All this is well described, and on the Dulwich walls and in its cabinets there's an array of material showing Slag in its early days. But what sort of art did Slag think was appropriate for working people? Here we come across a melange of social and aesthetic attitudes. Rossiter dreamt of Slag being 'the National Gallery of south London'. Obviously this was a nave goal, especially since there were no funds available for purchases. In any case, classic European art (such as that found in middle-class Dulwich, down the road) did not seem appropriate for the slums. But workers should still have enlightening and beautiful art. Love of nature was to be encouraged. The civilisation most admired by many Victorian progressives, that of early medieval Italy, was to be studied in depth. All French art was wicked. Crafts were to be admired, and practised wherever possible. Religious painting should be symbolic and non-denominational.
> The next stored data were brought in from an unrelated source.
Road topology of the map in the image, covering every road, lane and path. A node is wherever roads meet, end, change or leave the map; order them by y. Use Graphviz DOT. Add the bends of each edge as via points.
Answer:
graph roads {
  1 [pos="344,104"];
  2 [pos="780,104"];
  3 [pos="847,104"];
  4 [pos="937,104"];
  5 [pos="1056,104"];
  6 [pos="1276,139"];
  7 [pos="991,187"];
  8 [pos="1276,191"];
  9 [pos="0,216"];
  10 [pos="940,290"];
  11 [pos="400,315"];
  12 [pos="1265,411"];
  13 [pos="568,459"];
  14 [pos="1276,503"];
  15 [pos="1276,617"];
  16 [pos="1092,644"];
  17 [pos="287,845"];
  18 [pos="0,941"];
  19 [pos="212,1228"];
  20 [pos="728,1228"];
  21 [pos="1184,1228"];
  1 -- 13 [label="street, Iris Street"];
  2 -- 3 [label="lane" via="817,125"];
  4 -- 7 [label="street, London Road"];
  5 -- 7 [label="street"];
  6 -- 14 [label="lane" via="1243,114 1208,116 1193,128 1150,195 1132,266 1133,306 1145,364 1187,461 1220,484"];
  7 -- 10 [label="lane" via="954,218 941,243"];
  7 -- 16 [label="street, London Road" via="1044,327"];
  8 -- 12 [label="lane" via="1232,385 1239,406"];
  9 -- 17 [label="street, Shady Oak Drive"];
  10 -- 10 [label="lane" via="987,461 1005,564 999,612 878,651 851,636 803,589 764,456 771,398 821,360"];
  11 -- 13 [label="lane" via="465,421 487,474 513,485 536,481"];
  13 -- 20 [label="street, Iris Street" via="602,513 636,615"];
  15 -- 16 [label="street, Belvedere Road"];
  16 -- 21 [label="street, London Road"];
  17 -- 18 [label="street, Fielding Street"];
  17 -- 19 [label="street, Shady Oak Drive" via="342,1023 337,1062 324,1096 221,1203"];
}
Little wonder, with this set of ideals, that the art should be so lacking in individual vigour. The sadness of this fascinating exhibition is in the modesty and anonymity of its contributors. In painting, the dominant style is that combination of academicism and late pre-Raphaelitism that opposed the fresh naturalistic art of the 1880s and 1890s. One notices the low status given to portraiture. It's as though a direct response to another personality was somehow deemed a private irresponsibility. At the same time there's a stress on individual sacrifice as much as endeavour - nowhere more so than in Evelyn de Morgan's The Christian Martyr.
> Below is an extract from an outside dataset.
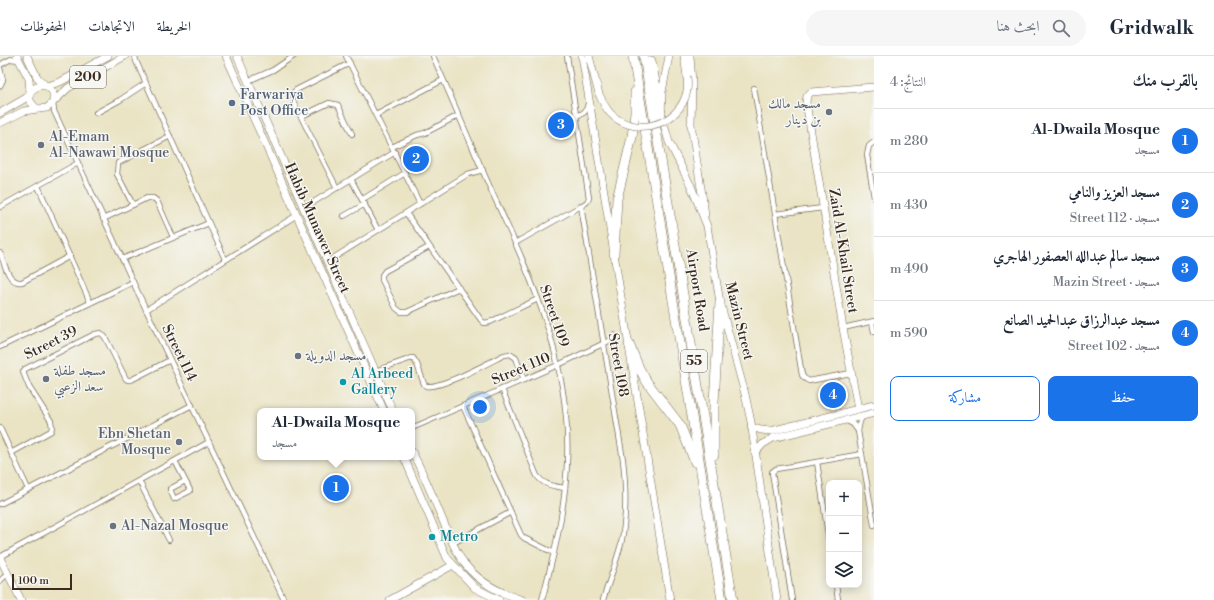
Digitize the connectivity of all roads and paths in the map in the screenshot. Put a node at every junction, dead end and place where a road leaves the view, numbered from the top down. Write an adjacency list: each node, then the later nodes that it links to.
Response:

Watts called her 'the first woman artist of the day', but we can't see that de Morgan was either abundantly talented or a leader. The philanthropic galleries movement gave much new space to women, both as artists and as members of various governing councils. None the less, this previously under-represented force resembled their male counterparts in their acquiescence to higher authority. Much importance was attached to the copying of early Italian masters. Ruskin's assistant, Louise Blandy, shows what she can do in copying a Fra Angelico, but not what she can do by herself. Evelyn de Morgan was fatally trapped by the twin influences of Botticelli and Burne-Jones. Her martyr, delicately chained and with one naked breast displayed, might be the artist herself. Or the picture might have been painted by a man.
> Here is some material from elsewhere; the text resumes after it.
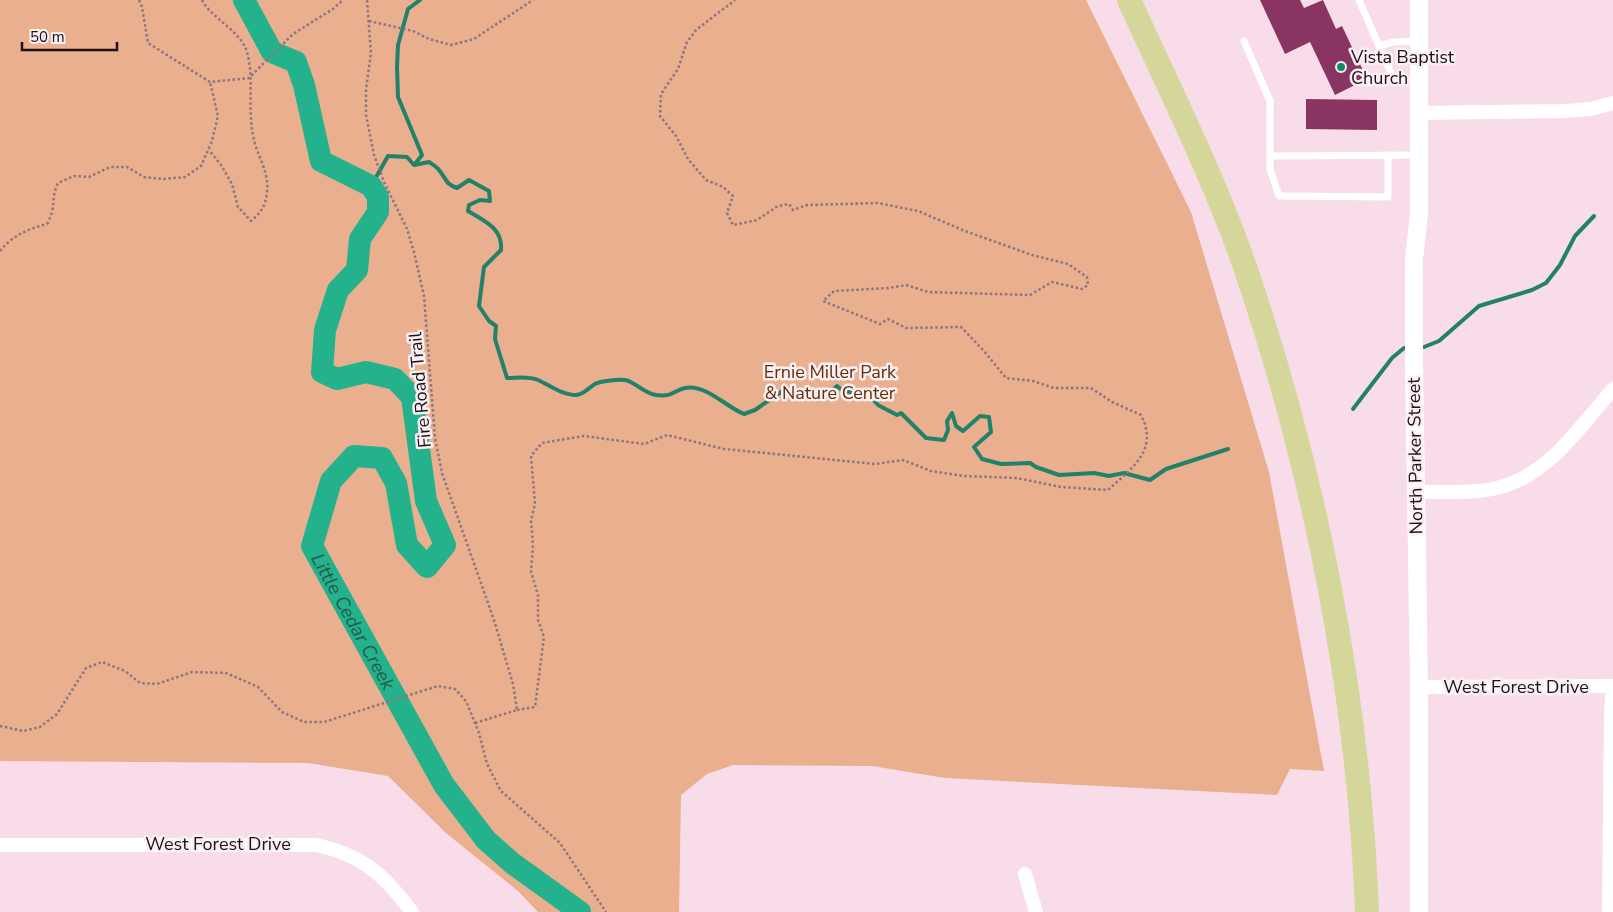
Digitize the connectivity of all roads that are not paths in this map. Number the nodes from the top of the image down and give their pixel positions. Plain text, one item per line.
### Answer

Useless to look for painting of the first class in this exhibition. That is not its point. I appreciate Leighton's intelligent little copy of a Veronese - so unlike Ruskin-inspired copying - and lament Ford Madox Brown's ugly studies for his rejected House of Commons decoration, The Body of Harold Brought Before William the Conqueror. Still, Madox Brown represents an odd corner of British 19th-century art and has admirers who will wish to see these drawings. And there are other surprises. I hadn't expected to find Henry Scott Tuke in this company, since he was so influenced by Parisian painting and specialised in naked males, studied from life. His Boy Drinking is the best piece of sheer painting in the exhibition.

By 'sheer' I mean uncluttered by obligations. Too much art of the philanthropic movement looks anxiously towards propriety, holiness, the spiritual values of labour and the general social good. By contrast, Tuke is an individual sensualist. I applaud him but don't wish to quarrel with the exhibition as a whole. It illuminates the period before liberalism became socialism and before modern art was genuinely modern. And the catalogue is a contribution to social history of a sort that we rarely see from art historians.

'Art for the People: Culture in the Slums of Late Victorian Britain': Dulwich Picture Gallery, SE21 (081-693 8000), to 26 Jun.